**What is needed:**
Your answer is a copy of every line in the records where "石崗機場路" appears.

**Records supplied:**
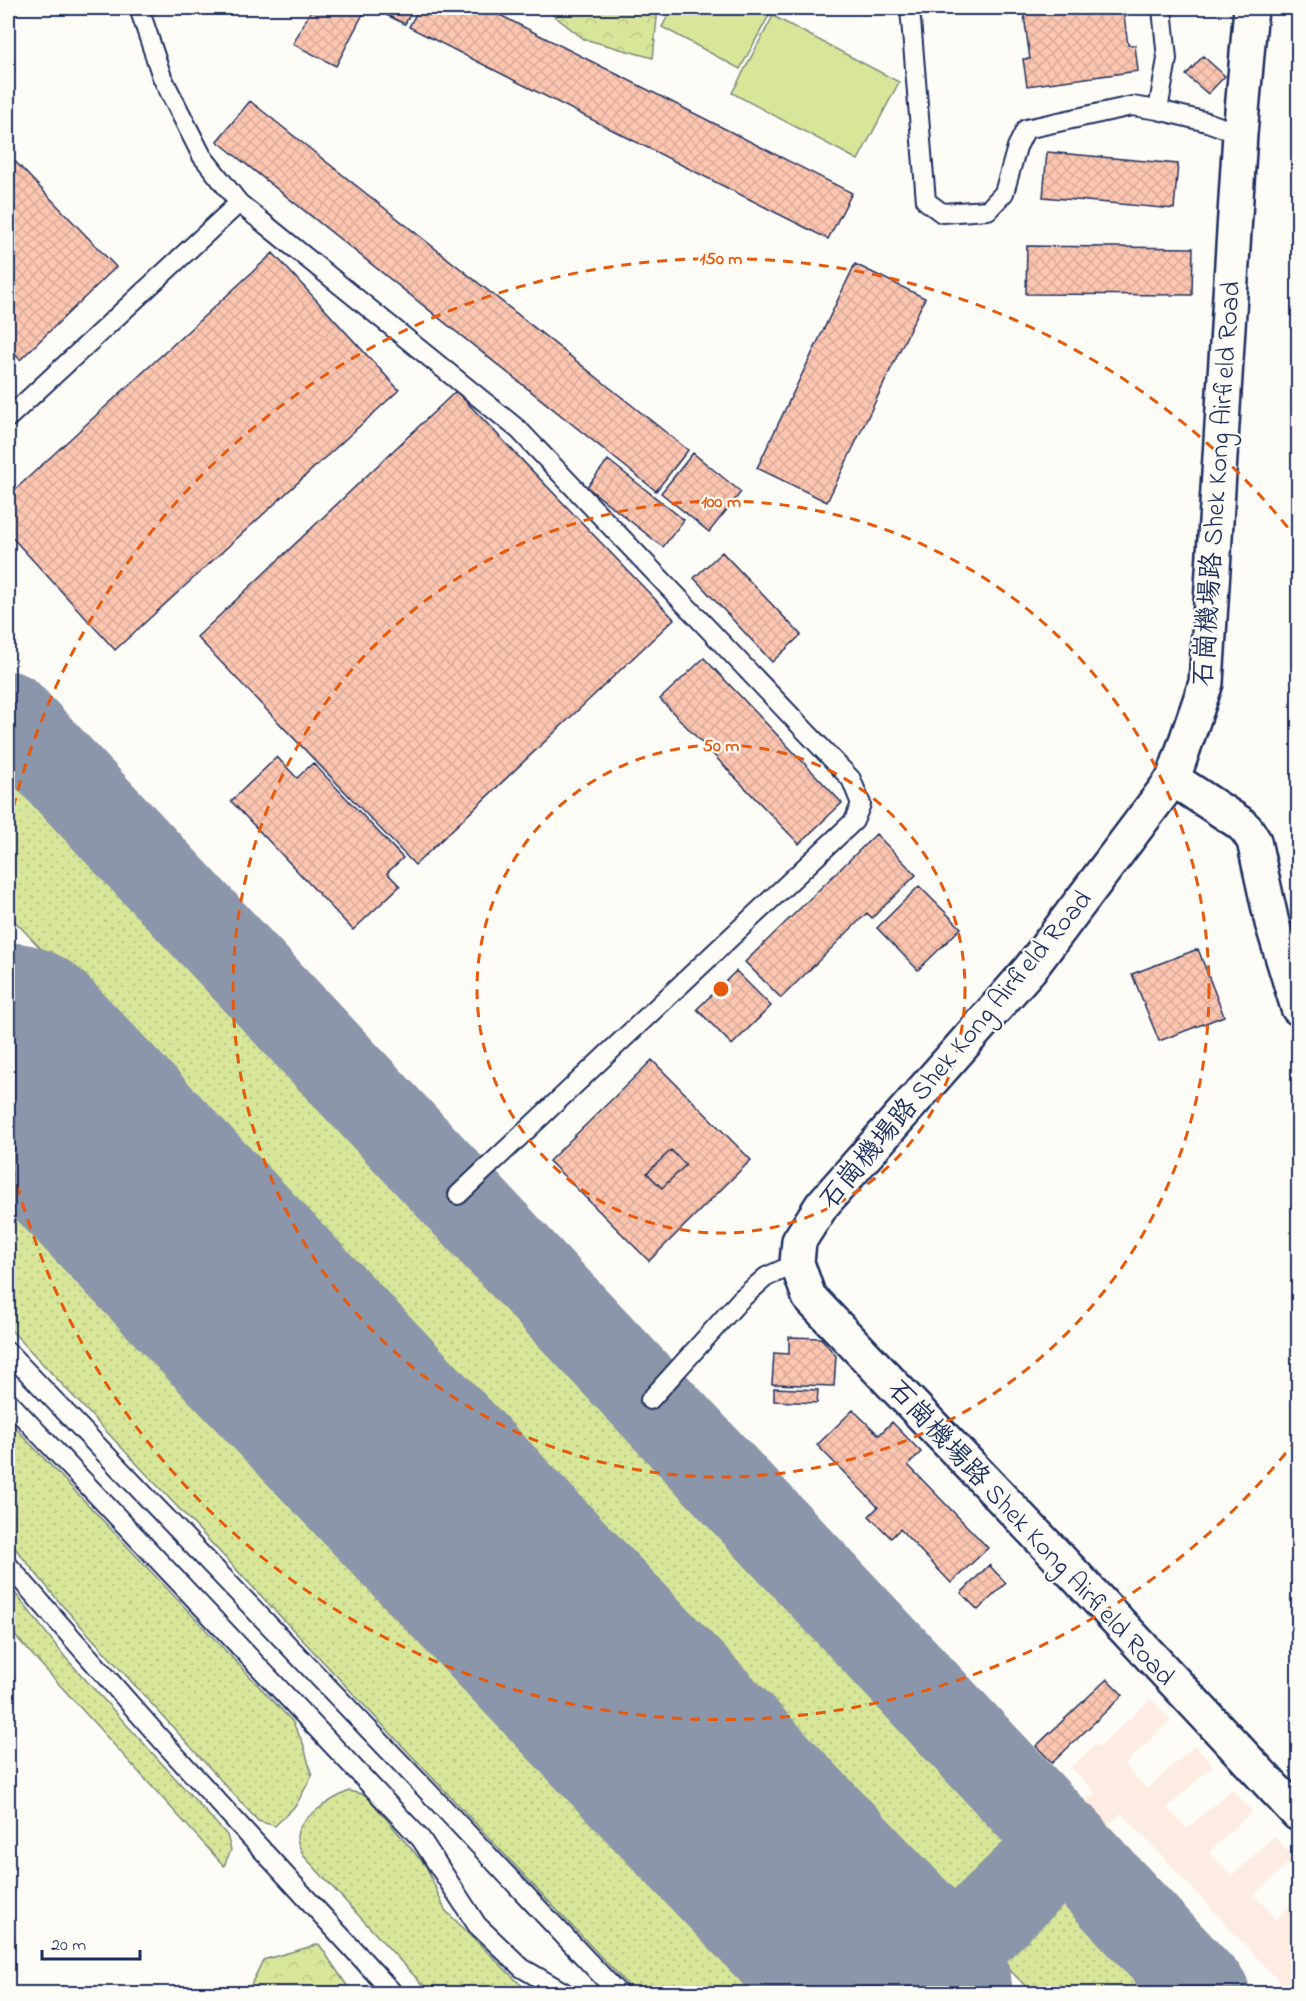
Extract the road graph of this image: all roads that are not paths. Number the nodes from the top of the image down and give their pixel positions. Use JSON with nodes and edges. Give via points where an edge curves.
{"nodes":[{"id":1,"x":139,"y":8,"type":"edge"},
{"id":2,"x":910,"y":8,"type":"edge"},
{"id":3,"x":1162,"y":8,"type":"edge"},
{"id":4,"x":1251,"y":8,"type":"edge"},
{"id":5,"x":1158,"y":110,"type":"junction"},
{"id":6,"x":1240,"y":134,"type":"junction"},
{"id":7,"x":239,"y":203,"type":"junction"},
{"id":8,"x":8,"y":418,"type":"edge"},
{"id":9,"x":1173,"y":779,"type":"junction"},
{"id":10,"x":1299,"y":1008,"type":"edge"},
{"id":11,"x":458,"y":1195,"type":"dead end"},
{"id":12,"x":797,"y":1263,"type":"junction"},
{"id":13,"x":8,"y":1352,"type":"edge"},
{"id":14,"x":650,"y":1400,"type":"dead end"},
{"id":15,"x":8,"y":1401,"type":"edge"},
{"id":16,"x":8,"y":1564,"type":"edge"},
{"id":17,"x":1299,"y":1815,"type":"edge"},
{"id":18,"x":394,"y":1994,"type":"edge"},
{"id":19,"x":567,"y":1994,"type":"edge"},
{"id":20,"x":619,"y":1994,"type":"edge"}],
"edges":[{"from":1,"to":7,"type":"lane","via":[[162,77],[201,156]]},
{"from":2,"to":5,"type":"lane","via":[[926,201],[942,213],[988,210],[1004,193],[1026,129],[1132,106]]},
{"from":3,"to":5,"type":"lane","via":[[1167,59]]},
{"from":4,"to":6,"type":"street","name":"石崗機場路 Shek Kong Airfield Road"},
{"from":5,"to":6,"type":"lane"},
{"from":6,"to":9,"type":"street","name":"石崗機場路 Shek Kong Airfield Road","via":[[1206,683]]},
{"from":7,"to":8,"type":"lane"},
{"from":7,"to":11,"type":"lane","via":[[519,430],[851,779],[861,804],[854,821]]},
{"from":9,"to":10,"type":"street","via":[[1239,823],[1254,842],[1272,922]]},
{"from":9,"to":12,"type":"street","name":"石崗機場路 Shek Kong Airfield Road","via":[[1030,969],[822,1205],[799,1241]]},
{"from":12,"to":14,"type":"lane","via":[[766,1277],[741,1299]]},
{"from":12,"to":17,"type":"street","name":"石崗機場路 Shek Kong Airfield Road","via":[[808,1297]]},
{"from":13,"to":20,"type":"lane"},
{"from":15,"to":19,"type":"lane","via":[[421,1839],[477,1925],[522,1968]]},
{"from":16,"to":18,"type":"lane","via":[[167,1746]]}]}
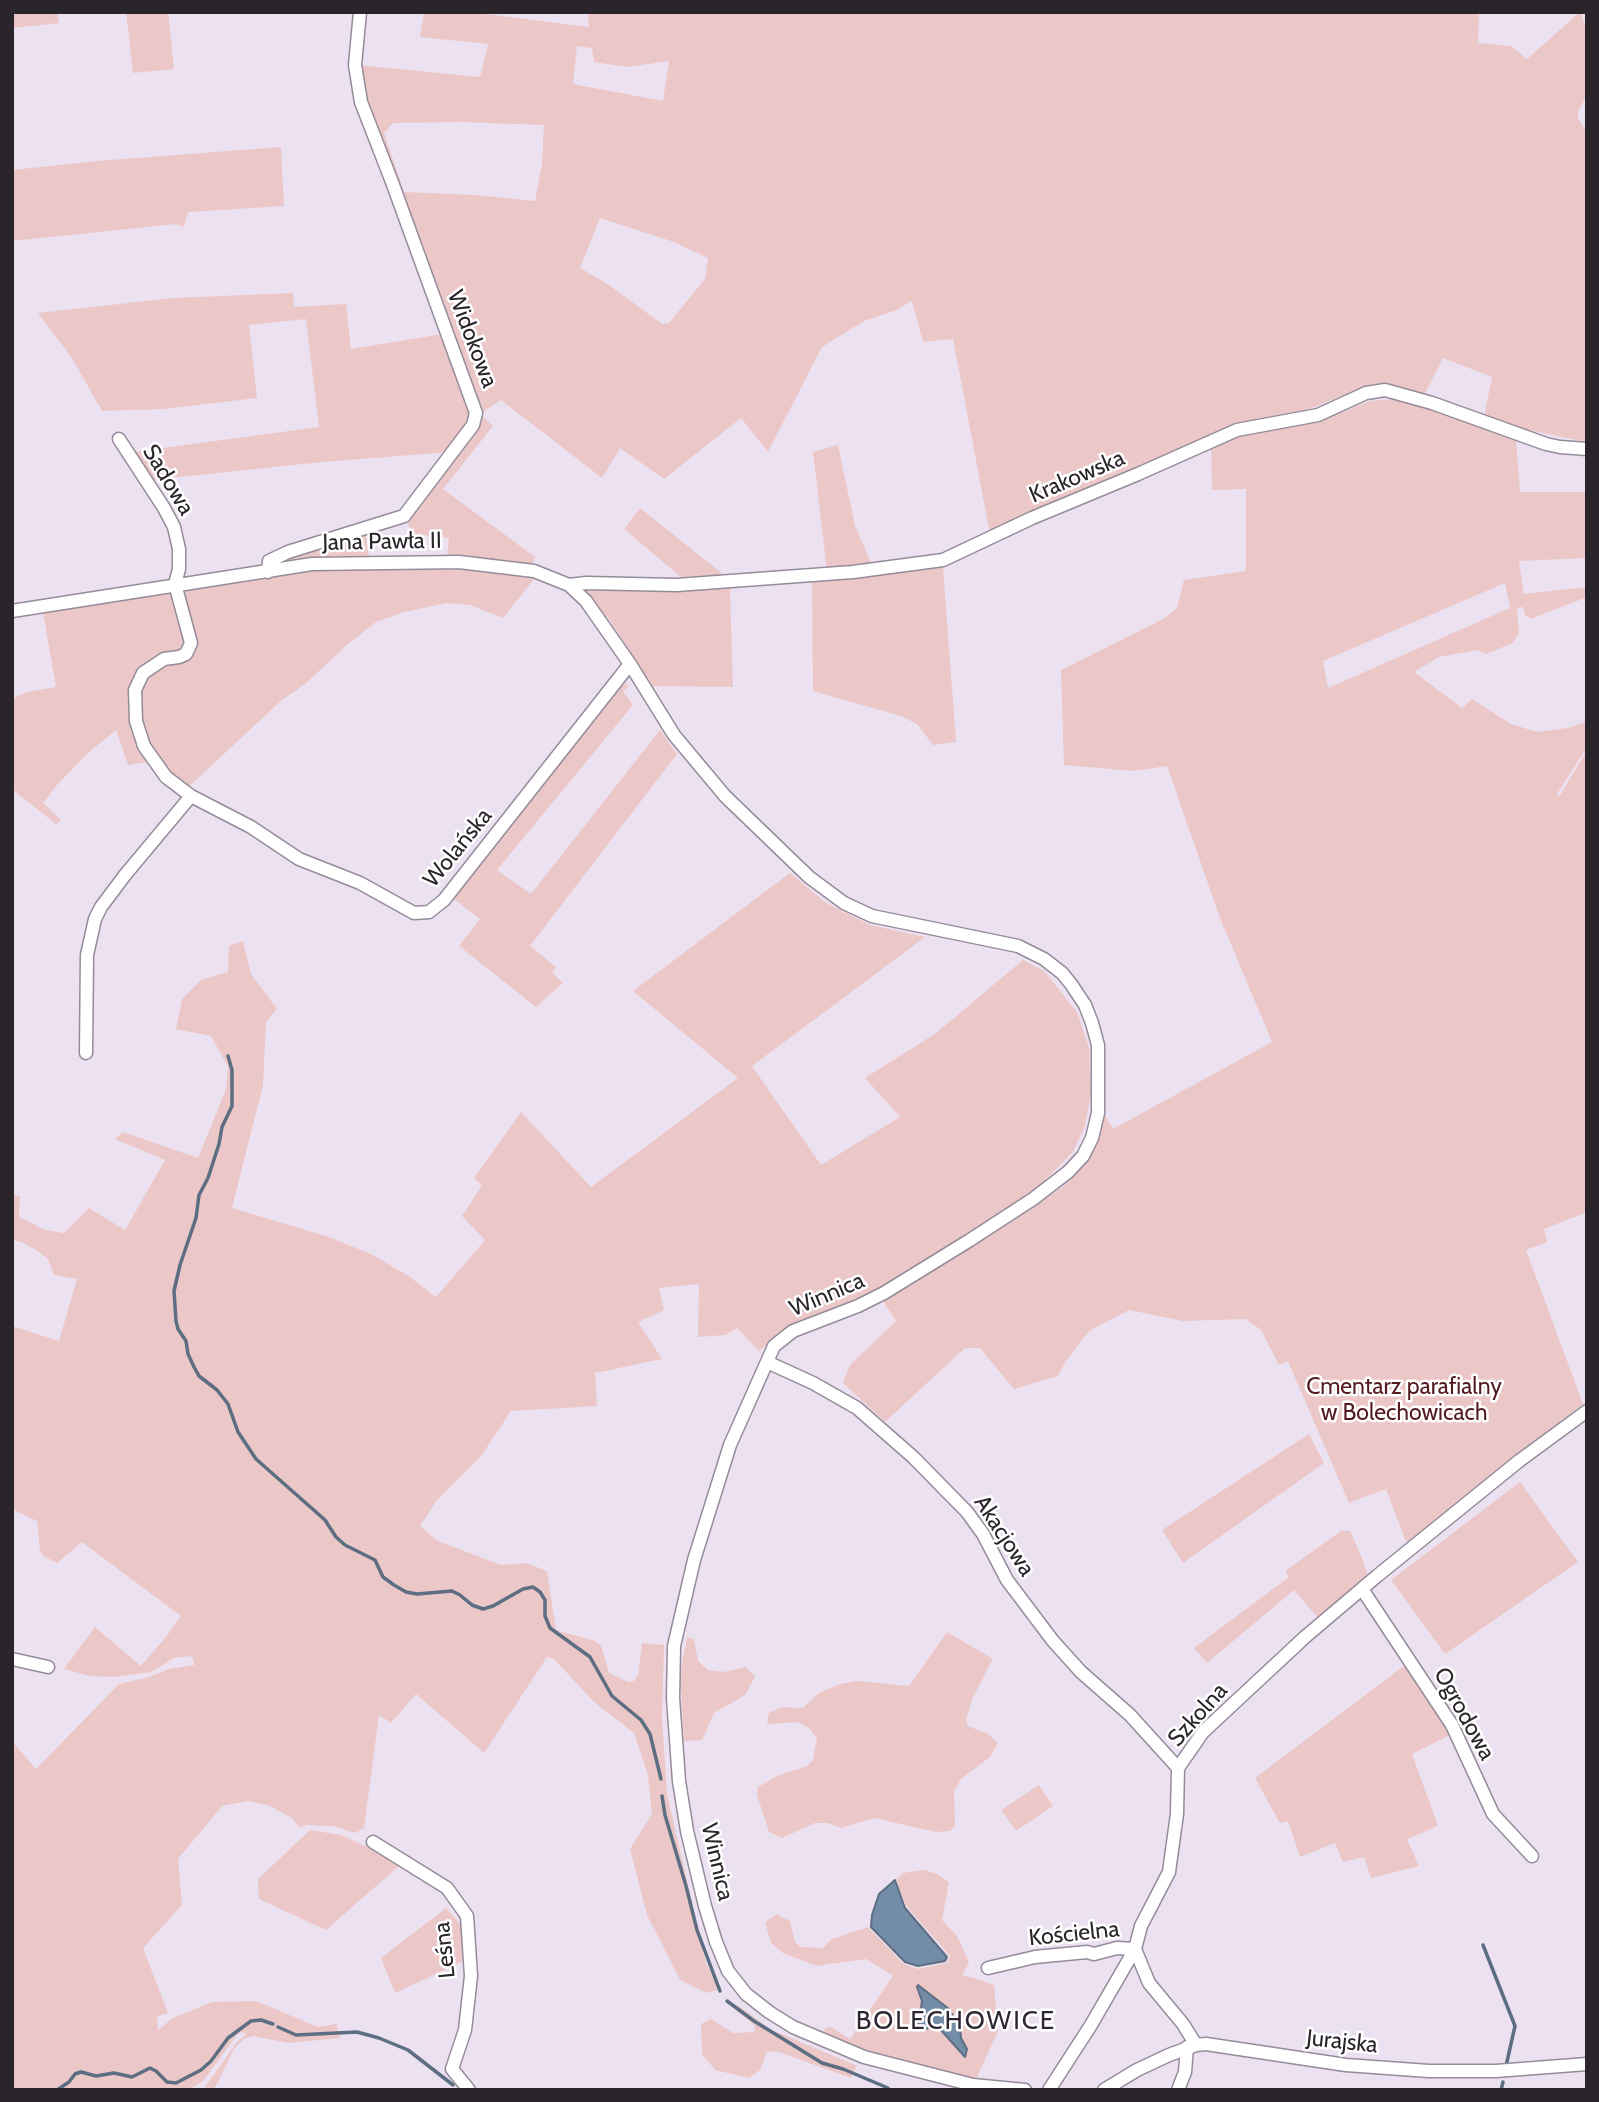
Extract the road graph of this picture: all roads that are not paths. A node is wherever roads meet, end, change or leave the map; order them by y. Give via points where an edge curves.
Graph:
1 (360, 12) edge
2 (118, 439) dead end
3 (1587, 449) edge
4 (268, 572) junction
5 (175, 584) junction
6 (569, 585) junction
7 (12, 611) edge
8 (630, 664) junction
9 (674, 735) joint
10 (191, 796) junction
11 (86, 1053) dead end
12 (766, 1362) junction
13 (1587, 1411) edge
14 (1362, 1589) junction
15 (12, 1659) edge
16 (48, 1667) dead end
17 (1178, 1768) junction
18 (373, 1842) dead end
19 (1532, 1856) dead end
20 (1135, 1950) junction
21 (988, 1968) dead end
22 (1192, 2046) junction
23 (1587, 2064) edge
24 (469, 2090) edge
25 (1025, 2090) edge
26 (1049, 2090) edge
27 (1104, 2090) edge
28 (1178, 2090) edge

1 - 4 street, Widokowa via 355,65 361,102 476,413 473,425 404,516 288,552 269,561
2 - 5 street, Sadowa via 174,527 179,549
3 - 6 street, Krakowska via 1546,444 1385,390 1318,415 1237,430 943,560 853,572 677,585
4 - 5 street, Jana Pawła II
4 - 6 street, Jana Pawła II via 312,564 459,562 534,571
5 - 7 street, Jana Pawła II
5 - 10 street, Wolańska via 191,643 186,654 164,659 143,673 135,691 136,721 144,746 166,778
6 - 8 street, Jana Pawła II via 586,601
8 - 9 street, Jana Pawła II
8 - 10 street, Wolańska via 479,858 429,912 414,913 360,883 299,859
9 - 12 street, Winnica via 725,796 809,877 844,903 872,916 1018,946 1044,959 1078,995 1098,1045 1096,1126 1083,1156 1068,1172 884,1293 793,1331 774,1346
10 - 11 street via 107,897 95,919 87,955
12 - 17 street, Akacjowa via 857,1408 913,1457 967,1512 1007,1580 1053,1641
12 - 25 street, Winnica via 730,1445 694,1560 674,1646 679,1781 716,1942 728,1971 746,1994 793,2027 864,2057 931,2076 986,2088
13 - 14 street, Szkolna
14 - 17 street, Szkolna via 1203,1732
14 - 19 street, Ogrodowa via 1452,1725 1493,1814
15 - 16 street
17 - 20 street, Szkolna via 1178,1814 1169,1872 1141,1926
18 - 24 street, Leśna via 447,1888 467,1916 471,1976 465,2031 452,2069
20 - 21 street, Kościelna via 1035,1957
20 - 22 street, Kościelna via 1149,1983 1183,2024
20 - 26 street, Szkolna
22 - 23 street, Jurajska via 1429,2071
22 - 27 street, Jurajska
22 - 28 street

**Written solution:**
{"from":4,"to":6,"type":"street","name":"石崗機場路 Shek Kong Airfield Road"},
{"from":6,"to":9,"type":"street","name":"石崗機場路 Shek Kong Airfield Road","via":[[1206,683]]},
{"from":9,"to":12,"type":"street","name":"石崗機場路 Shek Kong Airfield Road","via":[[1030,969],[822,1205],[799,1241]]},
{"from":12,"to":17,"type":"street","name":"石崗機場路 Shek Kong Airfield Road","via":[[808,1297]]},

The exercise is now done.